* Instructions to follow
The entries are to be written out again with no differences.

*** Extracted information Section Begins ***

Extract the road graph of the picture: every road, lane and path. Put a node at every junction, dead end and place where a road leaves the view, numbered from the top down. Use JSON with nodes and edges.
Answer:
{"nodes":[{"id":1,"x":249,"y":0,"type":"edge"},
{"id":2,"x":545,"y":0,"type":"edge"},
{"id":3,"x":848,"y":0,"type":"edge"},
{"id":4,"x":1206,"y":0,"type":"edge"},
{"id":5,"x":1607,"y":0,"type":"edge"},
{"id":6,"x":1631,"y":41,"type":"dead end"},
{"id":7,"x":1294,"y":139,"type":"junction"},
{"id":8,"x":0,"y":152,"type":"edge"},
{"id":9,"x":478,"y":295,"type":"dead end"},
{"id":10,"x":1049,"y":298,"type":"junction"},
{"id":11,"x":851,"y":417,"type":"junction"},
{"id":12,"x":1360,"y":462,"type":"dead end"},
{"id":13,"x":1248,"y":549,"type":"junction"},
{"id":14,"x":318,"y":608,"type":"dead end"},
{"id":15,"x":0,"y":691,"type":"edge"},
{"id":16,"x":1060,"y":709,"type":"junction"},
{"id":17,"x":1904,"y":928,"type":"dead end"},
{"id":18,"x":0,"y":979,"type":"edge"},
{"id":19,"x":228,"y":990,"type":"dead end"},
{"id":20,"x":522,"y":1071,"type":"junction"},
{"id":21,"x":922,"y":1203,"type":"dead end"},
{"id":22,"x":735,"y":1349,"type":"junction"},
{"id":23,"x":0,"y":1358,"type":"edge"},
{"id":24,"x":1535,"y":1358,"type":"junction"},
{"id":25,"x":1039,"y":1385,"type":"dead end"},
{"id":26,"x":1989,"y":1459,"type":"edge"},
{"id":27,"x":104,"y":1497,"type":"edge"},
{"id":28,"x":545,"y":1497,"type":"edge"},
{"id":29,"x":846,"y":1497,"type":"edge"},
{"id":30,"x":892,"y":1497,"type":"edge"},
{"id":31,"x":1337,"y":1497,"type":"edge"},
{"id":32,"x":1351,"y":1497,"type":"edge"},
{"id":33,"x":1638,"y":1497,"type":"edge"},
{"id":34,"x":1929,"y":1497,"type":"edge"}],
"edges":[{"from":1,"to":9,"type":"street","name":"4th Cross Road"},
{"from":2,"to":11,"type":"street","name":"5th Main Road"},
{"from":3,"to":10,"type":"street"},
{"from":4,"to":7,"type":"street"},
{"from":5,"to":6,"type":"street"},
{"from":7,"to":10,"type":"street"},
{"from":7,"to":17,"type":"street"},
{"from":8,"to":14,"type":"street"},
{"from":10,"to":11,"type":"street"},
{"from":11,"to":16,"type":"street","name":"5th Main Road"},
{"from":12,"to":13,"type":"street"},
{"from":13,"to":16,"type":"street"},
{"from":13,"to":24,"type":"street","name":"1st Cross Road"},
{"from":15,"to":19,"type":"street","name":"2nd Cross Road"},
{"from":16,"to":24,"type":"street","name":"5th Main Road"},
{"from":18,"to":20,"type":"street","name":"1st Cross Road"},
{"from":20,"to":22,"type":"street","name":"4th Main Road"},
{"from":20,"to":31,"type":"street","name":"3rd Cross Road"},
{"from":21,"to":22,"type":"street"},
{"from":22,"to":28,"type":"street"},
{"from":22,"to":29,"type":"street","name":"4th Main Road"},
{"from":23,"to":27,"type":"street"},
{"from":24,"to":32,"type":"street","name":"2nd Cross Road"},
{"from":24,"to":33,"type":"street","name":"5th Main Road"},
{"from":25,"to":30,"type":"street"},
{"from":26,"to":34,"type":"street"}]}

*** Extracted information Section Ends ***

* Finished task
Extract the road graph of the picture: every road, lane and path. Put a node at every junction, dead end and place where a road leaves the view, numbered from the top down. Use JSON with nodes and edges.
Answer:
{"nodes":[{"id":1,"x":249,"y":0,"type":"edge"},
{"id":2,"x":545,"y":0,"type":"edge"},
{"id":3,"x":848,"y":0,"type":"edge"},
{"id":4,"x":1206,"y":0,"type":"edge"},
{"id":5,"x":1607,"y":0,"type":"edge"},
{"id":6,"x":1631,"y":41,"type":"dead end"},
{"id":7,"x":1294,"y":139,"type":"junction"},
{"id":8,"x":0,"y":152,"type":"edge"},
{"id":9,"x":478,"y":295,"type":"dead end"},
{"id":10,"x":1049,"y":298,"type":"junction"},
{"id":11,"x":851,"y":417,"type":"junction"},
{"id":12,"x":1360,"y":462,"type":"dead end"},
{"id":13,"x":1248,"y":549,"type":"junction"},
{"id":14,"x":318,"y":608,"type":"dead end"},
{"id":15,"x":0,"y":691,"type":"edge"},
{"id":16,"x":1060,"y":709,"type":"junction"},
{"id":17,"x":1904,"y":928,"type":"dead end"},
{"id":18,"x":0,"y":979,"type":"edge"},
{"id":19,"x":228,"y":990,"type":"dead end"},
{"id":20,"x":522,"y":1071,"type":"junction"},
{"id":21,"x":922,"y":1203,"type":"dead end"},
{"id":22,"x":735,"y":1349,"type":"junction"},
{"id":23,"x":0,"y":1358,"type":"edge"},
{"id":24,"x":1535,"y":1358,"type":"junction"},
{"id":25,"x":1039,"y":1385,"type":"dead end"},
{"id":26,"x":1989,"y":1459,"type":"edge"},
{"id":27,"x":104,"y":1497,"type":"edge"},
{"id":28,"x":545,"y":1497,"type":"edge"},
{"id":29,"x":846,"y":1497,"type":"edge"},
{"id":30,"x":892,"y":1497,"type":"edge"},
{"id":31,"x":1337,"y":1497,"type":"edge"},
{"id":32,"x":1351,"y":1497,"type":"edge"},
{"id":33,"x":1638,"y":1497,"type":"edge"},
{"id":34,"x":1929,"y":1497,"type":"edge"}],
"edges":[{"from":1,"to":9,"type":"street","name":"4th Cross Road"},
{"from":2,"to":11,"type":"street","name":"5th Main Road"},
{"from":3,"to":10,"type":"street"},
{"from":4,"to":7,"type":"street"},
{"from":5,"to":6,"type":"street"},
{"from":7,"to":10,"type":"street"},
{"from":7,"to":17,"type":"street"},
{"from":8,"to":14,"type":"street"},
{"from":10,"to":11,"type":"street"},
{"from":11,"to":16,"type":"street","name":"5th Main Road"},
{"from":12,"to":13,"type":"street"},
{"from":13,"to":16,"type":"street"},
{"from":13,"to":24,"type":"street","name":"1st Cross Road"},
{"from":15,"to":19,"type":"street","name":"2nd Cross Road"},
{"from":16,"to":24,"type":"street","name":"5th Main Road"},
{"from":18,"to":20,"type":"street","name":"1st Cross Road"},
{"from":20,"to":22,"type":"street","name":"4th Main Road"},
{"from":20,"to":31,"type":"street","name":"3rd Cross Road"},
{"from":21,"to":22,"type":"street"},
{"from":22,"to":28,"type":"street"},
{"from":22,"to":29,"type":"street","name":"4th Main Road"},
{"from":23,"to":27,"type":"street"},
{"from":24,"to":32,"type":"street","name":"2nd Cross Road"},
{"from":24,"to":33,"type":"street","name":"5th Main Road"},
{"from":25,"to":30,"type":"street"},
{"from":26,"to":34,"type":"street"}]}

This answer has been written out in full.